I knew that if they spoke half as much in Spanish as they did in English that they would improve their Spanish so much and we would be more productive. So printed out green tickets with "Yo hablé en español" in bold across the front and red tickets with "Yo hablé en inglés." I typed up a rubric for them to grade themselves at the end of the week, and made a simple three column spreadsheet: name, green tickets, red tickets. I introduced the idea to the class, the boisterous 8th grade class, of course. It was an instant success. They accepted it as a game and a challenge. They started coming up with all sorts of things to say, using past vocabulary to describe everything and everyone in class, "Carly es muy inteligente pero habla mucho," narrating the class "Nosotros escribimos en la pizarra, nosotros trabajamos en grupos, señora" or just boldly asking for tickets, "Yo quiero una entrada verde, señora, por
favor!"
We set a goal that they should try to get 12 tickets a week, though some get well beyond that. It totally turned around my 8th grade class and has really jump started their Spanish skills. After a few months now, and having introduced it to other classes including novice 7th graders, I have learned a few things that have helped me fine tune the system. If you are considering using something similar consider these tips below.
Find times to go chat with quiet students who wouldn't normally talk in front of other students. While they are doing warm-up work, working in groups, or working quietly on something, I find a few moments to go over and chat with them. I also pay extra attention to them when they are working in groups and speak with partners in Spanish, so that I can recognize their efforts.
Be sure not to reward shouting out and being disruptive even in Spanish. I make sure to explain that they are not being respectful of others when they are yelling and disrupting.
Print out more green tickets than you think you need! The students may surprise you!
Press students to keep the conversation going. Reward them with more than one ticket.
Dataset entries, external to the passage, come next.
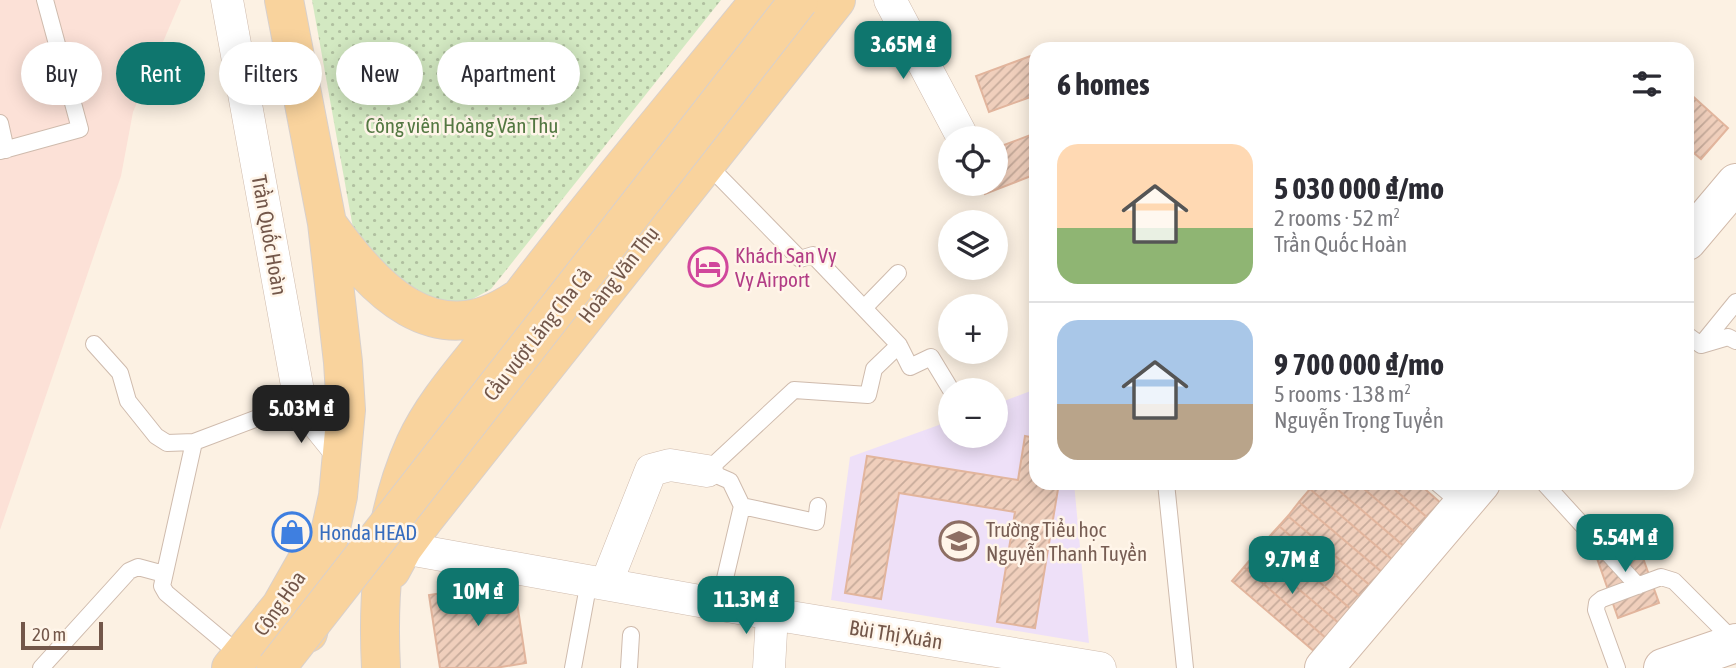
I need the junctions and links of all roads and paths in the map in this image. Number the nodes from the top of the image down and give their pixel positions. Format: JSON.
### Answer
{"nodes":[{"id":1,"x":45,"y":0,"type":"edge"},
{"id":2,"x":227,"y":0,"type":"edge"},
{"id":3,"x":284,"y":0,"type":"edge"},
{"id":4,"x":760,"y":0,"type":"edge"},
{"id":5,"x":799,"y":0,"type":"edge"},
{"id":6,"x":836,"y":0,"type":"edge"},
{"id":7,"x":890,"y":0,"type":"edge"},
{"id":8,"x":0,"y":123,"type":"edge"},
{"id":9,"x":957,"y":126,"type":"edge"},
{"id":10,"x":3,"y":151,"type":"edge"},
{"id":11,"x":706,"y":163,"type":"junction"},
{"id":12,"x":1736,"y":183,"type":"edge"},
{"id":13,"x":327,"y":223,"type":"junction"},
{"id":14,"x":1694,"y":233,"type":"edge"},
{"id":15,"x":898,"y":273,"type":"dead end"},
{"id":16,"x":519,"y":298,"type":"junction"},
{"id":17,"x":1736,"y":302,"type":"edge"},
{"id":18,"x":864,"y":308,"type":"junction"},
{"id":19,"x":1694,"y":340,"type":"edge"},
{"id":20,"x":1736,"y":341,"type":"edge"},
{"id":21,"x":94,"y":344,"type":"dead end"},
{"id":22,"x":900,"y":345,"type":"junction"},
{"id":23,"x":1701,"y":345,"type":"junction"},
{"id":24,"x":944,"y":378,"type":"edge"},
{"id":25,"x":300,"y":402,"type":"junction"},
{"id":26,"x":194,"y":442,"type":"junction"},
{"id":27,"x":343,"y":455,"type":"junction"},
{"id":28,"x":708,"y":471,"type":"junction"},
{"id":29,"x":1167,"y":490,"type":"edge"},
{"id":30,"x":1460,"y":490,"type":"edge"},
{"id":31,"x":1550,"y":490,"type":"edge"},
{"id":32,"x":338,"y":496,"type":"junction"},
{"id":33,"x":742,"y":506,"type":"junction"},
{"id":34,"x":818,"y":506,"type":"dead end"},
{"id":35,"x":402,"y":548,"type":"junction"},
{"id":36,"x":164,"y":573,"type":"junction"},
{"id":37,"x":598,"y":583,"type":"junction"},
{"id":38,"x":1638,"y":586,"type":"junction"},
{"id":39,"x":382,"y":587,"type":"junction"},
{"id":40,"x":719,"y":604,"type":"junction"},
{"id":41,"x":772,"y":614,"type":"junction"},
{"id":42,"x":631,"y":635,"type":"dead end"},
{"id":43,"x":1736,"y":643,"type":"edge"},
{"id":44,"x":249,"y":664,"type":"edge"},
{"id":45,"x":41,"y":668,"type":"edge"},
{"id":46,"x":300,"y":668,"type":"edge"},
{"id":47,"x":381,"y":668,"type":"edge"},
{"id":48,"x":573,"y":668,"type":"edge"},
{"id":49,"x":629,"y":668,"type":"edge"},
{"id":50,"x":769,"y":668,"type":"edge"},
{"id":51,"x":1100,"y":668,"type":"edge"},
{"id":52,"x":1185,"y":668,"type":"edge"},
{"id":53,"x":1324,"y":668,"type":"edge"},
{"id":54,"x":1617,"y":668,"type":"edge"},
{"id":55,"x":1663,"y":668,"type":"edge"}],
"edges":[{"from":1,"to":10,"type":"lane"},
{"from":2,"to":25,"type":"street","name":"Trần Quốc Hoàn"},
{"from":3,"to":13,"type":"main road"},
{"from":4,"to":16,"type":"main road","name":"Hoàng Văn Thụ"},
{"from":5,"to":44,"type":"main road","name":"Cầu vượt Lăng Cha Cả","bridge":true},
{"from":6,"to":11,"type":"main road","name":"Hoàng Văn Thụ"},
{"from":7,"to":9,"type":"street"},
{"from":8,"to":10,"type":"lane"},
{"from":11,"to":18,"type":"lane"},
{"from":11,"to":35,"type":"main road","name":"Hoàng Văn Thụ"},
{"from":12,"to":14,"type":"street"},
{"from":13,"to":16,"type":"main road"},
{"from":13,"to":27,"type":"main road"},
{"from":15,"to":18,"type":"lane"},
{"from":16,"to":39,"type":"main road","name":"Hoàng Văn Thụ"},
{"from":17,"to":23,"type":"lane"},
{"from":18,"to":22,"type":"lane"},
{"from":19,"to":23,"type":"lane"},
{"from":20,"to":23,"type":"lane"},
{"from":21,"to":26,"type":"lane"},
{"from":22,"to":24,"type":"lane"},
{"from":22,"to":28,"type":"lane"},
{"from":25,"to":26,"type":"lane"},
{"from":25,"to":27,"type":"street","name":"Trần Quốc Hoàn"},
{"from":26,"to":36,"type":"lane"},
{"from":27,"to":32,"type":"main road"},
{"from":28,"to":33,"type":"lane"},
{"from":28,"to":37,"type":"street"},
{"from":29,"to":52,"type":"lane"},
{"from":30,"to":53,"type":"street"},
{"from":31,"to":38,"type":"lane"},
{"from":32,"to":44,"type":"main road","name":"Cộng Hòa"},
{"from":32,"to":46,"type":"main road"},
{"from":33,"to":34,"type":"lane"},
{"from":33,"to":40,"type":"lane"},
{"from":35,"to":37,"type":"street","name":"Bùi Thị Xuân"},
{"from":35,"to":39,"type":"main road","name":"Hoàng Văn Thụ"},
{"from":36,"to":44,"type":"lane"},
{"from":36,"to":45,"type":"lane"},
{"from":37,"to":40,"type":"street","name":"Bùi Thị Xuân"},
{"from":37,"to":48,"type":"lane"},
{"from":38,"to":43,"type":"lane"},
{"from":38,"to":54,"type":"lane"},
{"from":39,"to":47,"type":"main road","name":"Hoàng Văn Thụ"},
{"from":40,"to":41,"type":"street","name":"Bùi Thị Xuân"},
{"from":41,"to":50,"type":"street"},
{"from":41,"to":51,"type":"street","name":"Bùi Thị Xuân"},
{"from":42,"to":49,"type":"lane"},
{"from":43,"to":55,"type":"street"}]}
This encourages longer interactions.
Sometimes you can add things into your lesson plans to boost participation, specific activities that allow you to give out more tickets, "speed dating" with quiz quiz trade cards, for example.
Make sure that you are giving more greens than red, after all the idea is to recognize their efforts to speak Spanish! Hopefully they notice that right away.
Lastly, adapt it to your classroom. My colleague has her classes in "familias" and they compete against each other for the most "entradas verdes" and it doesn't ever go into the grade book! Still, it works! This is nice because the family members encourage each other to speak more to earn more tickets.
Check out the ticket system here on TpT. This includes tickets and rubrics.
Check out our quiz quiz trade conversation cards, if you need more activities to promote speaking and ticket earning :-)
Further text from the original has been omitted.